School of Nursing, Johns Hopkins University, Baltimore, Maryland, USA.
Pennsylvania State University College of Nursing, University Park, Pennsylvania, USA.
J Adv Nurs. 2023 Apr;79(4):1575-1588. doi: 10.1111/jan.15380. Epub 2022 Jul 21.
The aim was to examine and describe women's emergency department visits and care-seeking experiences, including recognition, evaluation and communication of symptoms, injuries and health risks after non-fatal intimate partner strangulation.
Using a diagnostic process framework, this mixed-methods study explores concordance and discordance of interview and medical records data to highlight opportunities for clinical diagnostic improvement.
In-depth, semi-structured interviews with women after an emergency department visit for non-fatal intimate partner strangulation, concurrent with medical records reviews, were conducted between March 2018 and January 2019. A constant comparative approach was used to analyse interview and medical record data using an a priori codebook designed based on the National Academies of Science, Engineering and Medicine's conceptual model of the diagnostic process and prior intimate partner violence research.

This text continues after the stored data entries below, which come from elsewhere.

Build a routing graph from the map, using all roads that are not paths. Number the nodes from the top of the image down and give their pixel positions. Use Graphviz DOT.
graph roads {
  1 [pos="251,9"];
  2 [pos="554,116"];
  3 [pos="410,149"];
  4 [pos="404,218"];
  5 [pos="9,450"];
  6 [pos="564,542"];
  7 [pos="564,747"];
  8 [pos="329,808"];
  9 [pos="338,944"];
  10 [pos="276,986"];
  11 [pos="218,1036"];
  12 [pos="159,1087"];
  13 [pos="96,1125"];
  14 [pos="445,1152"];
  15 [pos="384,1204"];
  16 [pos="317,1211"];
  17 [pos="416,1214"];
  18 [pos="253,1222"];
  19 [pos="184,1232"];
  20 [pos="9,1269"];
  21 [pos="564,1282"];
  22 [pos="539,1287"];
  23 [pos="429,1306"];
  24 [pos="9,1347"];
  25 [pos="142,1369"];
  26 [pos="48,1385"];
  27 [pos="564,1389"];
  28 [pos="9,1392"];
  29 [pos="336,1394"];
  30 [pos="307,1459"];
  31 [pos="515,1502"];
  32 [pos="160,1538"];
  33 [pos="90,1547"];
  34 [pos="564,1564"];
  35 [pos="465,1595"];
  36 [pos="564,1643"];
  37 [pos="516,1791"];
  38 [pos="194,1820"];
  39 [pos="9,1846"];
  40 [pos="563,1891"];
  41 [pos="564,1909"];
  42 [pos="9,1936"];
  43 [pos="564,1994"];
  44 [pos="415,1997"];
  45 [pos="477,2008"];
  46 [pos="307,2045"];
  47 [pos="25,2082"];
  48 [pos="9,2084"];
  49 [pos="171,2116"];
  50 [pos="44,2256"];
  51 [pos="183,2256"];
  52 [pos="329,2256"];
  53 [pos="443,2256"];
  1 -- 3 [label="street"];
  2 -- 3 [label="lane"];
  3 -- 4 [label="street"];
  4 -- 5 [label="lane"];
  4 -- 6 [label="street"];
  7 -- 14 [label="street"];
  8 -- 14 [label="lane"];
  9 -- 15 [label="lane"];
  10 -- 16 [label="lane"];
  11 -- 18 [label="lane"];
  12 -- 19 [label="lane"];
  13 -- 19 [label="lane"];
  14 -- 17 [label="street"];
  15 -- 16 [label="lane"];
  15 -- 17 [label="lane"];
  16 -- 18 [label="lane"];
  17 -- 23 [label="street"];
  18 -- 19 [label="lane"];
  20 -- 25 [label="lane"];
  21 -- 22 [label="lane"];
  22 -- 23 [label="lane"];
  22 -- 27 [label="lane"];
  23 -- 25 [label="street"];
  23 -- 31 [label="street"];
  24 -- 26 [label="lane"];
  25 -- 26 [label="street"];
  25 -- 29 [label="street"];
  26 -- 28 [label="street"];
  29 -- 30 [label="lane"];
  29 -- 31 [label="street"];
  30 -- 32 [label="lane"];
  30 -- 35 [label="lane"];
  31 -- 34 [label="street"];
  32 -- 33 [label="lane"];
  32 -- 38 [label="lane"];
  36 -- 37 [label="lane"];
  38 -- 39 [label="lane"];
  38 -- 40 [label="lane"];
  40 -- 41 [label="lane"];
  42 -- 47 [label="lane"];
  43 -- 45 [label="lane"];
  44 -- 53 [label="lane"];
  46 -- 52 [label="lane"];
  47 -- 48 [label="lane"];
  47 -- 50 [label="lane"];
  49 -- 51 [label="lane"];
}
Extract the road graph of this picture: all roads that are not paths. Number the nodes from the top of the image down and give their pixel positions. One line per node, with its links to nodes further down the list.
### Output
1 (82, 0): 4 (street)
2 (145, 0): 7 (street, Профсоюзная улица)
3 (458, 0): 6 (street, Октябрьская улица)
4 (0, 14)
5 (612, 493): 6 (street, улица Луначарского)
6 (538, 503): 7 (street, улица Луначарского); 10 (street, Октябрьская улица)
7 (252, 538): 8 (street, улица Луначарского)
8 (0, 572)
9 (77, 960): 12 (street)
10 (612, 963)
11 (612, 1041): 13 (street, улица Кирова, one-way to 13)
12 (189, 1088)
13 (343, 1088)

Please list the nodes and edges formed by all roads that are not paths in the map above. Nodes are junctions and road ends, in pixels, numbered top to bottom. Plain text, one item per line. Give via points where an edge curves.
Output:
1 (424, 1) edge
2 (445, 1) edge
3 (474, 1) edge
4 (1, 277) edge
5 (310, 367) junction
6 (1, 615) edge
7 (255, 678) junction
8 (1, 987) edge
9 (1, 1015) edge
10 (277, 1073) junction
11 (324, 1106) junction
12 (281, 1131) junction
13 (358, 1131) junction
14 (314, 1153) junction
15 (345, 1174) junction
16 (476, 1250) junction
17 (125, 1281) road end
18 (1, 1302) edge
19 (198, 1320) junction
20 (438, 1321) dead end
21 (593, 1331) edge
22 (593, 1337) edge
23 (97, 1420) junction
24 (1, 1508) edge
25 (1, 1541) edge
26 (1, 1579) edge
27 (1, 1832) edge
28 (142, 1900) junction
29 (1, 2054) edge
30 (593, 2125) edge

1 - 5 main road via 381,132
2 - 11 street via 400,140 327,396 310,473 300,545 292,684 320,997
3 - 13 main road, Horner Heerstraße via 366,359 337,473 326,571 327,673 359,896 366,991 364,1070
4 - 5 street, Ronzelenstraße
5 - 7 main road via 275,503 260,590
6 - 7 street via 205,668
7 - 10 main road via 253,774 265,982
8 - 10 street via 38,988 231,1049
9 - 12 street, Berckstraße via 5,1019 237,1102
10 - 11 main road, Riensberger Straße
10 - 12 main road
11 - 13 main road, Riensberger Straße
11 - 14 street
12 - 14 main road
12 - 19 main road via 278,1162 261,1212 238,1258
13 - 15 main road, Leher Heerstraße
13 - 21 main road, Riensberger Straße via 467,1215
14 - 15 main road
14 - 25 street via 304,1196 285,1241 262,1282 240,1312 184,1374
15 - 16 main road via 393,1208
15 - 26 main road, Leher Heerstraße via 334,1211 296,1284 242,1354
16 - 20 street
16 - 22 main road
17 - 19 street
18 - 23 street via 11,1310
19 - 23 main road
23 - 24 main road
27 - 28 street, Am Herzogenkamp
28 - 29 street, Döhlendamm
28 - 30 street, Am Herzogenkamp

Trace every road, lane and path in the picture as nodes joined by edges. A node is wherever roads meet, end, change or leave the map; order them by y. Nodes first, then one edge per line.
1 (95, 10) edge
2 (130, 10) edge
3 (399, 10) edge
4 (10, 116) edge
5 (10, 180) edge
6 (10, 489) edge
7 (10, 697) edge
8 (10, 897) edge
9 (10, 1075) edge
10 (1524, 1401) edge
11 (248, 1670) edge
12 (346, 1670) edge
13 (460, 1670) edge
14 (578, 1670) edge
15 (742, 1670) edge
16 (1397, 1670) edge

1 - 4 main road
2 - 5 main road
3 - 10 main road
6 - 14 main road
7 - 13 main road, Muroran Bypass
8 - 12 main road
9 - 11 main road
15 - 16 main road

Interviews reflected participants did not have a sense of long-term health risks from their strangulation beyond addressing emotional trauma. Women noted that forensic and emergency nursing support was treatment in and of itself that allowed them to be heard and validated. Medical record clinical impressions and final diagnoses included domestic violence, domestic abuse or sexual assault, but not specifically strangulation.
This study contributes to the growing literature regarding strangulation diagnosis and care. Our findings provide new details of women's emergency department care-seeking experiences which, whilst overall aligned with medical records documentation, were not reflected in final diagnostic impressions nor in patient recollection of long-term health risks.
Nurses are strongly positioned as clinical practice leaders and policy advocates to improve collective responses to this dangerous violence mechanism. Actions such as improving patient education, referral and follow-up options to better communication and address long-term strangulation risk are one example. Further research on non-fatal intimate partner strangulation and care-seeking is warranted to expand this knowledge, particularly in longitudinal cohorts and varied geographical areas.
本研究旨在调查和描述女性在遭受非致命性亲密伴侣勒颈后的就诊经历和寻求医疗服务的经历,包括对症状、伤害和健康风险的识别、评估和沟通。
本混合方法研究使用诊断过程框架,通过比较访谈和病历数据,探索两者的一致性和差异性,以突出临床诊断改进的机会。
2018 年 3 月至 2019 年 1 月,对在急诊科就诊的非致命性亲密伴侣勒颈女性进行深入的半结构式访谈,同时对病历进行回顾。采用基于国家科学院、工程和医学的诊断过程概念模型以及先前亲密伴侣暴力研究的预先设计的编码手册的恒定比较方法,对访谈和病历数据进行分析。
访谈反映出,除了解决情感创伤外,参与者没有意识到勒颈对长期健康的风险。女性指出,法医和急诊护理支持本身就是一种治疗方式,可以让她们被倾听和认可。病历的临床印象和最终诊断包括家庭暴力、虐待或性侵犯,但没有专门针对勒颈。
本研究为不断增加的有关勒颈诊断和护理的文献做出了贡献。我们的研究结果提供了女性在急诊科就诊经历的新细节,这些细节总体上与病历记录一致,但并未反映在最终的诊断印象中,也未反映在患者对长期健康风险的回忆中。
护士作为临床实践的领导者和政策倡导者,在改善对这种危险暴力行为的集体反应方面具有重要地位。例如,改善患者教育、转诊和随访选择,以更好地沟通和处理长期的勒颈风险,就是一个例子。需要进一步研究非致命性亲密伴侣勒颈和就诊行为,以扩大这方面的知识,特别是在纵向队列和不同地理区域。